Records to use:
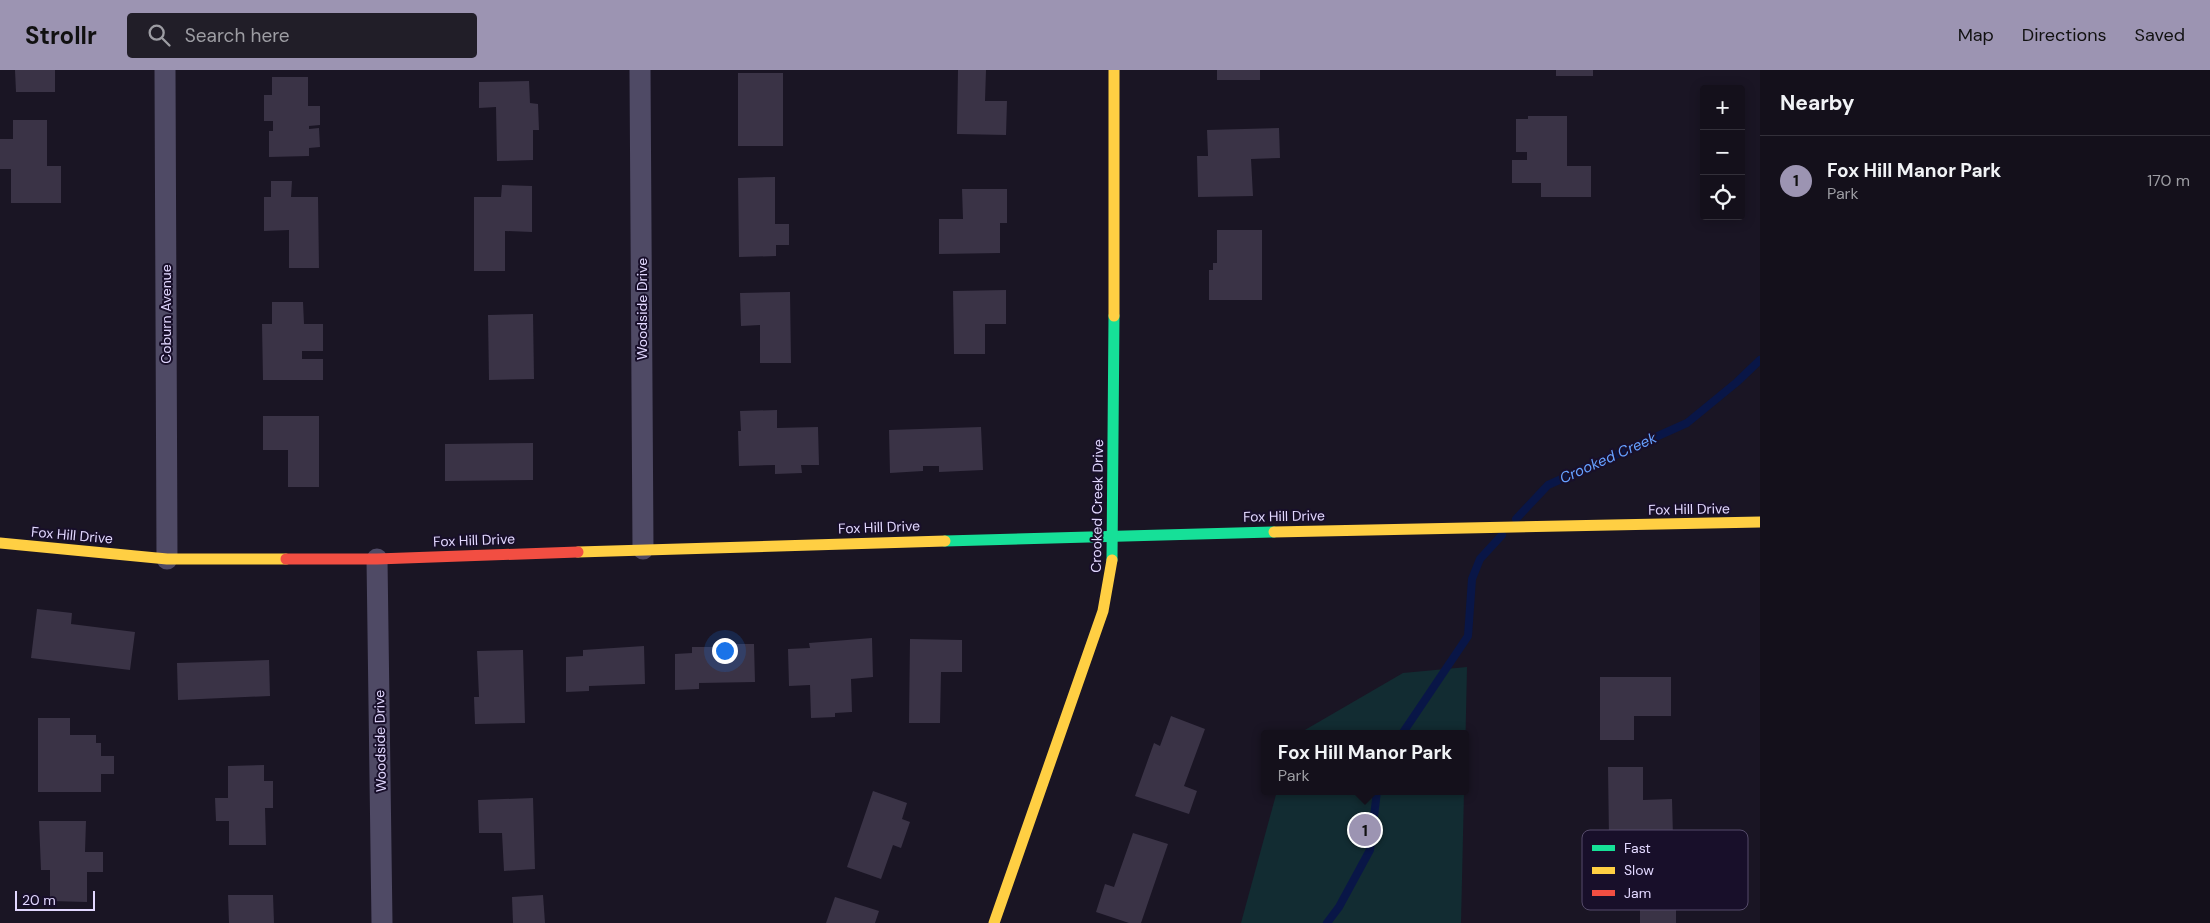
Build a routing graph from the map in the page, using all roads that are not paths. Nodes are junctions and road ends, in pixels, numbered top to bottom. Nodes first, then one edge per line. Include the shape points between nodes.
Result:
1 (165, 70) edge
2 (640, 70) edge
3 (1114, 70) edge
4 (1760, 522) edge
5 (1114, 535) junction
6 (0, 543) edge
7 (643, 549) junction
8 (167, 559) junction
9 (377, 559) junction
10 (382, 923) edge
11 (994, 923) edge

1 - 8 street, Coburn Avenue
2 - 7 street, Woodside Drive
3 - 5 street, Crooked Creek Drive
4 - 5 street, Fox Hill Drive
5 - 7 street, Fox Hill Drive
5 - 11 street, Crooked Creek Drive via 1111,575 1103,611
6 - 8 street, Fox Hill Drive
7 - 9 street, Fox Hill Drive
8 - 9 street, Fox Hill Drive
9 - 10 street, Woodside Drive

Brief: Retype the material above exactly, images excluded.

Result of the task:
Build a routing graph from the map in the page, using all roads that are not paths. Nodes are junctions and road ends, in pixels, numbered top to bottom. Nodes first, then one edge per line. Include the shape points between nodes.
Result:
1 (165, 70) edge
2 (640, 70) edge
3 (1114, 70) edge
4 (1760, 522) edge
5 (1114, 535) junction
6 (0, 543) edge
7 (643, 549) junction
8 (167, 559) junction
9 (377, 559) junction
10 (382, 923) edge
11 (994, 923) edge

1 - 8 street, Coburn Avenue
2 - 7 street, Woodside Drive
3 - 5 street, Crooked Creek Drive
4 - 5 street, Fox Hill Drive
5 - 7 street, Fox Hill Drive
5 - 11 street, Crooked Creek Drive via 1111,575 1103,611
6 - 8 street, Fox Hill Drive
7 - 9 street, Fox Hill Drive
8 - 9 street, Fox Hill Drive
9 - 10 street, Woodside Drive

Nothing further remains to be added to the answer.